Problem requirements: Please copy all of the records exactly, leaving nothing out.

START Excerpted records

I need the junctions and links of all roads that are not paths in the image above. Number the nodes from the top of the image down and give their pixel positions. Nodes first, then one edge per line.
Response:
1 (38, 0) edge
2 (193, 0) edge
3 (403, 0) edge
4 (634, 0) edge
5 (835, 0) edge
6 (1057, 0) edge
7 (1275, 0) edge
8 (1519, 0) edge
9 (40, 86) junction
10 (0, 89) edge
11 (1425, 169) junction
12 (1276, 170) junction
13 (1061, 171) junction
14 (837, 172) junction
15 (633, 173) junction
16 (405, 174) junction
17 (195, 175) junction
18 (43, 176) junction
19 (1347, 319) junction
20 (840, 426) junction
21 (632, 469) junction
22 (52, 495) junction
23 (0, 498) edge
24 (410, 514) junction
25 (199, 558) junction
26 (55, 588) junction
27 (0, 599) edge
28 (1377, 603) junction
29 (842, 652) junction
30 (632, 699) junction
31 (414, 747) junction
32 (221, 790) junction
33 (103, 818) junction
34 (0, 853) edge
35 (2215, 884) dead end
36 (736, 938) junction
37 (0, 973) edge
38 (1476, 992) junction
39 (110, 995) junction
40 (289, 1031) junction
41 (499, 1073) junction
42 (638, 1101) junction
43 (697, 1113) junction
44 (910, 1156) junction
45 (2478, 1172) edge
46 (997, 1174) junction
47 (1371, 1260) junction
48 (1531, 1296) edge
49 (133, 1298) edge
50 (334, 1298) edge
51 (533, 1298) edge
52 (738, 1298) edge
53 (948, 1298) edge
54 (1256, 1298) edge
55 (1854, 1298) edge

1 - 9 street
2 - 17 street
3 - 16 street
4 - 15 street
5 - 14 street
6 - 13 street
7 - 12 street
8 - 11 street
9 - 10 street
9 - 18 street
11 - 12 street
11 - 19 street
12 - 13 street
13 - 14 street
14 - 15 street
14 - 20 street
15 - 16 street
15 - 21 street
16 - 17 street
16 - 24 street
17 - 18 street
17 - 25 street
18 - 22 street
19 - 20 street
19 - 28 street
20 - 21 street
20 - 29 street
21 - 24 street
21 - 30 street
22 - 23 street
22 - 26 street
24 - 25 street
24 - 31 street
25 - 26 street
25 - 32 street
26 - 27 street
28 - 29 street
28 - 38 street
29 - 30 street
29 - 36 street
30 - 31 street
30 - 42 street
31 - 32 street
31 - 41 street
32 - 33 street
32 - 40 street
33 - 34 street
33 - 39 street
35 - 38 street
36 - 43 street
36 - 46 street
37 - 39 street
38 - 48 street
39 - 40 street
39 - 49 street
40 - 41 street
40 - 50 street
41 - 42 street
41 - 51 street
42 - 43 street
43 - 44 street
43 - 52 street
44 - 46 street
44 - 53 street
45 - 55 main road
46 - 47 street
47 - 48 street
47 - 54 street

END Excerpted records

The answer:
I need the junctions and links of all roads that are not paths in the image above. Number the nodes from the top of the image down and give their pixel positions. Nodes first, then one edge per line.
Response:
1 (38, 0) edge
2 (193, 0) edge
3 (403, 0) edge
4 (634, 0) edge
5 (835, 0) edge
6 (1057, 0) edge
7 (1275, 0) edge
8 (1519, 0) edge
9 (40, 86) junction
10 (0, 89) edge
11 (1425, 169) junction
12 (1276, 170) junction
13 (1061, 171) junction
14 (837, 172) junction
15 (633, 173) junction
16 (405, 174) junction
17 (195, 175) junction
18 (43, 176) junction
19 (1347, 319) junction
20 (840, 426) junction
21 (632, 469) junction
22 (52, 495) junction
23 (0, 498) edge
24 (410, 514) junction
25 (199, 558) junction
26 (55, 588) junction
27 (0, 599) edge
28 (1377, 603) junction
29 (842, 652) junction
30 (632, 699) junction
31 (414, 747) junction
32 (221, 790) junction
33 (103, 818) junction
34 (0, 853) edge
35 (2215, 884) dead end
36 (736, 938) junction
37 (0, 973) edge
38 (1476, 992) junction
39 (110, 995) junction
40 (289, 1031) junction
41 (499, 1073) junction
42 (638, 1101) junction
43 (697, 1113) junction
44 (910, 1156) junction
45 (2478, 1172) edge
46 (997, 1174) junction
47 (1371, 1260) junction
48 (1531, 1296) edge
49 (133, 1298) edge
50 (334, 1298) edge
51 (533, 1298) edge
52 (738, 1298) edge
53 (948, 1298) edge
54 (1256, 1298) edge
55 (1854, 1298) edge

1 - 9 street
2 - 17 street
3 - 16 street
4 - 15 street
5 - 14 street
6 - 13 street
7 - 12 street
8 - 11 street
9 - 10 street
9 - 18 street
11 - 12 street
11 - 19 street
12 - 13 street
13 - 14 street
14 - 15 street
14 - 20 street
15 - 16 street
15 - 21 street
16 - 17 street
16 - 24 street
17 - 18 street
17 - 25 street
18 - 22 street
19 - 20 street
19 - 28 street
20 - 21 street
20 - 29 street
21 - 24 street
21 - 30 street
22 - 23 street
22 - 26 street
24 - 25 street
24 - 31 street
25 - 26 street
25 - 32 street
26 - 27 street
28 - 29 street
28 - 38 street
29 - 30 street
29 - 36 street
30 - 31 street
30 - 42 street
31 - 32 street
31 - 41 street
32 - 33 street
32 - 40 street
33 - 34 street
33 - 39 street
35 - 38 street
36 - 43 street
36 - 46 street
37 - 39 street
38 - 48 street
39 - 40 street
39 - 49 street
40 - 41 street
40 - 50 street
41 - 42 street
41 - 51 street
42 - 43 street
43 - 44 street
43 - 52 street
44 - 46 street
44 - 53 street
45 - 55 main road
46 - 47 street
47 - 48 street
47 - 54 street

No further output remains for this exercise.